At one time there was a great deal of speculation concerning AOL layoff rumors. That speculation is no more. It is now clear that all of the Tucson sites will be laid off in the near future (i.e. less than 6 months from now).

It’s an inevitable state of affairs if you look at AOL’s changing business model. They are changing revenue to be advertisement based and not subscription based. To accelerate that, they are giving free service to those who have high speed and do not want tech support. Clearly they are stepping away from a software platform, and embracing one that is web based. Hence no need for techs (us).

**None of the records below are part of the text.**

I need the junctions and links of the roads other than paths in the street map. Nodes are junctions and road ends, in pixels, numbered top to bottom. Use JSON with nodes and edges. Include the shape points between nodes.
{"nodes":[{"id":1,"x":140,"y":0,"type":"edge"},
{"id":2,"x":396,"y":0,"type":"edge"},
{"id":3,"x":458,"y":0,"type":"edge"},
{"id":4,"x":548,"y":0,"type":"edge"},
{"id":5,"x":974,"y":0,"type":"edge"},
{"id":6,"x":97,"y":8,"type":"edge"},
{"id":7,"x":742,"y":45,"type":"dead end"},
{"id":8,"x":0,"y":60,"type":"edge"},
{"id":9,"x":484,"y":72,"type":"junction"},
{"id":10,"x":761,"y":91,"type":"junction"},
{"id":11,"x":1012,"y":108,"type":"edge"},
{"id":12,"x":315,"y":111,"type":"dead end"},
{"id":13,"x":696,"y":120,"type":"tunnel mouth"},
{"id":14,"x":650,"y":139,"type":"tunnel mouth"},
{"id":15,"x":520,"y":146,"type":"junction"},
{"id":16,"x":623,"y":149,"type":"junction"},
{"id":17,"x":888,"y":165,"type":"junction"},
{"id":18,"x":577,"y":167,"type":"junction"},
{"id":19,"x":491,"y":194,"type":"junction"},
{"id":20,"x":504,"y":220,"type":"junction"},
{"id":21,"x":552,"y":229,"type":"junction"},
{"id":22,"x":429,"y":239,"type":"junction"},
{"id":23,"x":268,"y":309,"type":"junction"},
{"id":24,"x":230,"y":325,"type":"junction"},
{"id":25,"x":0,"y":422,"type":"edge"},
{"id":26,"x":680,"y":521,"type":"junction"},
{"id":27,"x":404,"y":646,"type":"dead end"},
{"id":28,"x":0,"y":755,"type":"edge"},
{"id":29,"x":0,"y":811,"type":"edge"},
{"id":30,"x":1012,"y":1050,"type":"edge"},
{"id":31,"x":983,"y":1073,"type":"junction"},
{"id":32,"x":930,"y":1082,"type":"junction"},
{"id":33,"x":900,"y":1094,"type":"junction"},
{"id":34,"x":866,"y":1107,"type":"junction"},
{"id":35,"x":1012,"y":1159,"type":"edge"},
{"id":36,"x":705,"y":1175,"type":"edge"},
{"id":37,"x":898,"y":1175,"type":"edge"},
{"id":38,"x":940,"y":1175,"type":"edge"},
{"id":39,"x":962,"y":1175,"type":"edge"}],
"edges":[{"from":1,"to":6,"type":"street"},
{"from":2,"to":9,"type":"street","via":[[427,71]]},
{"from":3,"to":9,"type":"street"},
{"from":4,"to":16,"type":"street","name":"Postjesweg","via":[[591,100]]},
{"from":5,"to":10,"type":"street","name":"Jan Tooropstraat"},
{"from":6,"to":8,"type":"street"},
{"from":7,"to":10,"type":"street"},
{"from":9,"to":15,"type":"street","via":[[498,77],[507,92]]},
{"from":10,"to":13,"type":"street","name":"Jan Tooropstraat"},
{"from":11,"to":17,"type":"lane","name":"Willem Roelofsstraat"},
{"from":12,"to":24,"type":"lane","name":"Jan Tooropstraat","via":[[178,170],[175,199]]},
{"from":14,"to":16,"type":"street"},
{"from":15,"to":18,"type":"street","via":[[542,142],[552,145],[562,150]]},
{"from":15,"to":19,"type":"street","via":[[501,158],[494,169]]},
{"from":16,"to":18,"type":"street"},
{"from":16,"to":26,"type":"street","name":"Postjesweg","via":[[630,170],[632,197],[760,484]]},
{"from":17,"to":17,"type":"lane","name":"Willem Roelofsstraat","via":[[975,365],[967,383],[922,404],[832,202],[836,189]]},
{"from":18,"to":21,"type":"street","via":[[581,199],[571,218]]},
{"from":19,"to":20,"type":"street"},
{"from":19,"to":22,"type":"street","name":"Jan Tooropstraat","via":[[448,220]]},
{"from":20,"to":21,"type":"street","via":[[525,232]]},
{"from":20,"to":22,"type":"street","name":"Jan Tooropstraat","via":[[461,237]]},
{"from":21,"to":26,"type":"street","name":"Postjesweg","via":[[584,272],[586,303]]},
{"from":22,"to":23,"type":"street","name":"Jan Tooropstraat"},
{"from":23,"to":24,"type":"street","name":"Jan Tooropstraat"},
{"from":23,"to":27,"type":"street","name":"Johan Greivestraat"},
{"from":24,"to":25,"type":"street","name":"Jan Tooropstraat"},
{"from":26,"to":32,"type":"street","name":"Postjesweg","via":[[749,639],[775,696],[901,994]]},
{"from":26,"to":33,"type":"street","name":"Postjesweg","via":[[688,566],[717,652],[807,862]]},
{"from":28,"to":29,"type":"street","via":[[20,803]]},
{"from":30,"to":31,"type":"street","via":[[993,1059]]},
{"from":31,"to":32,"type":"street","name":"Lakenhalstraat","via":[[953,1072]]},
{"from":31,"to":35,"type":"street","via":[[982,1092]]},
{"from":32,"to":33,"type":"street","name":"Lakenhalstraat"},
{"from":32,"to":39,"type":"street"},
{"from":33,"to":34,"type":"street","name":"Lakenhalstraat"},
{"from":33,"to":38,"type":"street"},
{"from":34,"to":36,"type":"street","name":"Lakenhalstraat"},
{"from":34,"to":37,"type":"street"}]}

To make the possibility even more clear, they admitted to needing to layoff 5,000 people (duh), 3,000 of which will come from Europe. The other 2,000 will likely be us here in Tucson, and whatever callcenters remain (I think Abequerque). It is our belief that India will stay on to be the last techs. Why cut the cheap ones first? (thinking like an idiot bean counter).

So anyway we post here to put any speculation to rest, and plan for the future. Yes we were those guys that walked you through deleting files and reinstalling CD’s. Yes we wrote disgusting articles shortly after talking with you. We were those guys.

We hold little ill-will towards our employer. Much like you would not hold ill-will toward a retarded kid that hits you with a baseball he was playing with. You can’t get mad at him, because he’s retarded. The same holds for our company. I could go into a lengthy diatrabe about corporate stupidity. Let me just say, I have never understood the figure of speech “right hand doesn’t know what the left hand is doing”, more clearly than I have in the years I’ve been working at this company. For those about to be canned, we salute you!